What the exercise asks: Go through the listing and write out all of it exactly.

:: Material shown ::

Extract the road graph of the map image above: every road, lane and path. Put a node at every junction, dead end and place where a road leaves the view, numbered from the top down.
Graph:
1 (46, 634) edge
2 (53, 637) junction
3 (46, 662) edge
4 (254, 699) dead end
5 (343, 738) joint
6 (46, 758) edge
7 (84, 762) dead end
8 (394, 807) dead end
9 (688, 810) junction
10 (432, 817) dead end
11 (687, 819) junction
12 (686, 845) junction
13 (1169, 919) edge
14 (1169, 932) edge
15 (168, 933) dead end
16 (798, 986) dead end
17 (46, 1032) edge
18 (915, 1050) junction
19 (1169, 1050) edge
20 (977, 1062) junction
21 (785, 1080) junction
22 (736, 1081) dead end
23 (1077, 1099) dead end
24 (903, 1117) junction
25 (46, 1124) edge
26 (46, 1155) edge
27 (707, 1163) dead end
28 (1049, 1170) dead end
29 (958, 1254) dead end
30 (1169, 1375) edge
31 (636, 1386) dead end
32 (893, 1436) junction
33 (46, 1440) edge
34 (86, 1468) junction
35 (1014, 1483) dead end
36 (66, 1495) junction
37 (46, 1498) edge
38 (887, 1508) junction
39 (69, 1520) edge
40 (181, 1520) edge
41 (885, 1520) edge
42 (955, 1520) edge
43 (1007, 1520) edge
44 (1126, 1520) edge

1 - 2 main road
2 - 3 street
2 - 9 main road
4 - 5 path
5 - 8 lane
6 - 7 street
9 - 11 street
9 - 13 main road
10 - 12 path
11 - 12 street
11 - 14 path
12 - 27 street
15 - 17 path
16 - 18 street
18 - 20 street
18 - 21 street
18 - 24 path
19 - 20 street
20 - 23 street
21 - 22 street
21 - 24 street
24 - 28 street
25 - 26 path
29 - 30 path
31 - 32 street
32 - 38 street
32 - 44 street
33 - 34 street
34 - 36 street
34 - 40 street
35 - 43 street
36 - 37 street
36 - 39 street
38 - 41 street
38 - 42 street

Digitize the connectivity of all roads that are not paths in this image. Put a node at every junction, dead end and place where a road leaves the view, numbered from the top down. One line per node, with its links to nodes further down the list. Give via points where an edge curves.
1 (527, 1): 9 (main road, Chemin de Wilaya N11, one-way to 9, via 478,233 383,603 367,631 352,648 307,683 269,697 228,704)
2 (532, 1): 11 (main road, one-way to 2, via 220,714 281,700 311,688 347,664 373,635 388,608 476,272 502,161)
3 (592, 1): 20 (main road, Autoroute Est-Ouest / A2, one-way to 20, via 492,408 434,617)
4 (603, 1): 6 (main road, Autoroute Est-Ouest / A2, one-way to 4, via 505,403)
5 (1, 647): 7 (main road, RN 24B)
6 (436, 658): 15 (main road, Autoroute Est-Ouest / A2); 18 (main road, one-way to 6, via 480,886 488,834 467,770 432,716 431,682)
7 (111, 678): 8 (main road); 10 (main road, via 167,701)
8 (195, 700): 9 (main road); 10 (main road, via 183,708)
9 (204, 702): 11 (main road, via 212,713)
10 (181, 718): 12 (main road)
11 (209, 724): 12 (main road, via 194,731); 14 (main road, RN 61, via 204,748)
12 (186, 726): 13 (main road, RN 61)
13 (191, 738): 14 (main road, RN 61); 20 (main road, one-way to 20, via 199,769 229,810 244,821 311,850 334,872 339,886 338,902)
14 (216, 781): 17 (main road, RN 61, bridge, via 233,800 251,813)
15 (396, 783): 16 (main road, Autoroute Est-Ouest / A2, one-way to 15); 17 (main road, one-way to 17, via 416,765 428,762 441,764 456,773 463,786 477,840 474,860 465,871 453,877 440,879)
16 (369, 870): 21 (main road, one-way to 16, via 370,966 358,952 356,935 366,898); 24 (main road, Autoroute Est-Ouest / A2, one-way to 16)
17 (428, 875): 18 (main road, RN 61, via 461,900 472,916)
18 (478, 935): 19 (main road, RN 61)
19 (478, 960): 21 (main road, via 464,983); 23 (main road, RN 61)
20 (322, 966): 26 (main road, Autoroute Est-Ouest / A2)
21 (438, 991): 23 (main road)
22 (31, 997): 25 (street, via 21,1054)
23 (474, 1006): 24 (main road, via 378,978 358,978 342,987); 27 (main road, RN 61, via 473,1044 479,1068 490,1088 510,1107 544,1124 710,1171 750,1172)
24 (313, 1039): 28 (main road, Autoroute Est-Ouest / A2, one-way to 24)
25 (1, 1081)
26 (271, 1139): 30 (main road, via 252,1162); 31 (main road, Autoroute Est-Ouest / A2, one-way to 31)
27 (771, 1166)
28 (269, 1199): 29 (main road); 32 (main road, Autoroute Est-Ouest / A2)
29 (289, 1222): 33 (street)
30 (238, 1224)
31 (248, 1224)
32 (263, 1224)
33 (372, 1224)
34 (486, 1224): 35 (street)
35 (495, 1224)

:::

Problem solution:
Extract the road graph of the map image above: every road, lane and path. Put a node at every junction, dead end and place where a road leaves the view, numbered from the top down.
Graph:
1 (46, 634) edge
2 (53, 637) junction
3 (46, 662) edge
4 (254, 699) dead end
5 (343, 738) joint
6 (46, 758) edge
7 (84, 762) dead end
8 (394, 807) dead end
9 (688, 810) junction
10 (432, 817) dead end
11 (687, 819) junction
12 (686, 845) junction
13 (1169, 919) edge
14 (1169, 932) edge
15 (168, 933) dead end
16 (798, 986) dead end
17 (46, 1032) edge
18 (915, 1050) junction
19 (1169, 1050) edge
20 (977, 1062) junction
21 (785, 1080) junction
22 (736, 1081) dead end
23 (1077, 1099) dead end
24 (903, 1117) junction
25 (46, 1124) edge
26 (46, 1155) edge
27 (707, 1163) dead end
28 (1049, 1170) dead end
29 (958, 1254) dead end
30 (1169, 1375) edge
31 (636, 1386) dead end
32 (893, 1436) junction
33 (46, 1440) edge
34 (86, 1468) junction
35 (1014, 1483) dead end
36 (66, 1495) junction
37 (46, 1498) edge
38 (887, 1508) junction
39 (69, 1520) edge
40 (181, 1520) edge
41 (885, 1520) edge
42 (955, 1520) edge
43 (1007, 1520) edge
44 (1126, 1520) edge

1 - 2 main road
2 - 3 street
2 - 9 main road
4 - 5 path
5 - 8 lane
6 - 7 street
9 - 11 street
9 - 13 main road
10 - 12 path
11 - 12 street
11 - 14 path
12 - 27 street
15 - 17 path
16 - 18 street
18 - 20 street
18 - 21 street
18 - 24 path
19 - 20 street
20 - 23 street
21 - 22 street
21 - 24 street
24 - 28 street
25 - 26 path
29 - 30 path
31 - 32 street
32 - 38 street
32 - 44 street
33 - 34 street
34 - 36 street
34 - 40 street
35 - 43 street
36 - 37 street
36 - 39 street
38 - 41 street
38 - 42 street

Digitize the connectivity of all roads that are not paths in this image. Put a node at every junction, dead end and place where a road leaves the view, numbered from the top down. One line per node, with its links to nodes further down the list. Give via points where an edge curves.
1 (527, 1): 9 (main road, Chemin de Wilaya N11, one-way to 9, via 478,233 383,603 367,631 352,648 307,683 269,697 228,704)
2 (532, 1): 11 (main road, one-way to 2, via 220,714 281,700 311,688 347,664 373,635 388,608 476,272 502,161)
3 (592, 1): 20 (main road, Autoroute Est-Ouest / A2, one-way to 20, via 492,408 434,617)
4 (603, 1): 6 (main road, Autoroute Est-Ouest / A2, one-way to 4, via 505,403)
5 (1, 647): 7 (main road, RN 24B)
6 (436, 658): 15 (main road, Autoroute Est-Ouest / A2); 18 (main road, one-way to 6, via 480,886 488,834 467,770 432,716 431,682)
7 (111, 678): 8 (main road); 10 (main road, via 167,701)
8 (195, 700): 9 (main road); 10 (main road, via 183,708)
9 (204, 702): 11 (main road, via 212,713)
10 (181, 718): 12 (main road)
11 (209, 724): 12 (main road, via 194,731); 14 (main road, RN 61, via 204,748)
12 (186, 726): 13 (main road, RN 61)
13 (191, 738): 14 (main road, RN 61); 20 (main road, one-way to 20, via 199,769 229,810 244,821 311,850 334,872 339,886 338,902)
14 (216, 781): 17 (main road, RN 61, bridge, via 233,800 251,813)
15 (396, 783): 16 (main road, Autoroute Est-Ouest / A2, one-way to 15); 17 (main road, one-way to 17, via 416,765 428,762 441,764 456,773 463,786 477,840 474,860 465,871 453,877 440,879)
16 (369, 870): 21 (main road, one-way to 16, via 370,966 358,952 356,935 366,898); 24 (main road, Autoroute Est-Ouest / A2, one-way to 16)
17 (428, 875): 18 (main road, RN 61, via 461,900 472,916)
18 (478, 935): 19 (main road, RN 61)
19 (478, 960): 21 (main road, via 464,983); 23 (main road, RN 61)
20 (322, 966): 26 (main road, Autoroute Est-Ouest / A2)
21 (438, 991): 23 (main road)
22 (31, 997): 25 (street, via 21,1054)
23 (474, 1006): 24 (main road, via 378,978 358,978 342,987); 27 (main road, RN 61, via 473,1044 479,1068 490,1088 510,1107 544,1124 710,1171 750,1172)
24 (313, 1039): 28 (main road, Autoroute Est-Ouest / A2, one-way to 24)
25 (1, 1081)
26 (271, 1139): 30 (main road, via 252,1162); 31 (main road, Autoroute Est-Ouest / A2, one-way to 31)
27 (771, 1166)
28 (269, 1199): 29 (main road); 32 (main road, Autoroute Est-Ouest / A2)
29 (289, 1222): 33 (street)
30 (238, 1224)
31 (248, 1224)
32 (263, 1224)
33 (372, 1224)
34 (486, 1224): 35 (street)
35 (495, 1224)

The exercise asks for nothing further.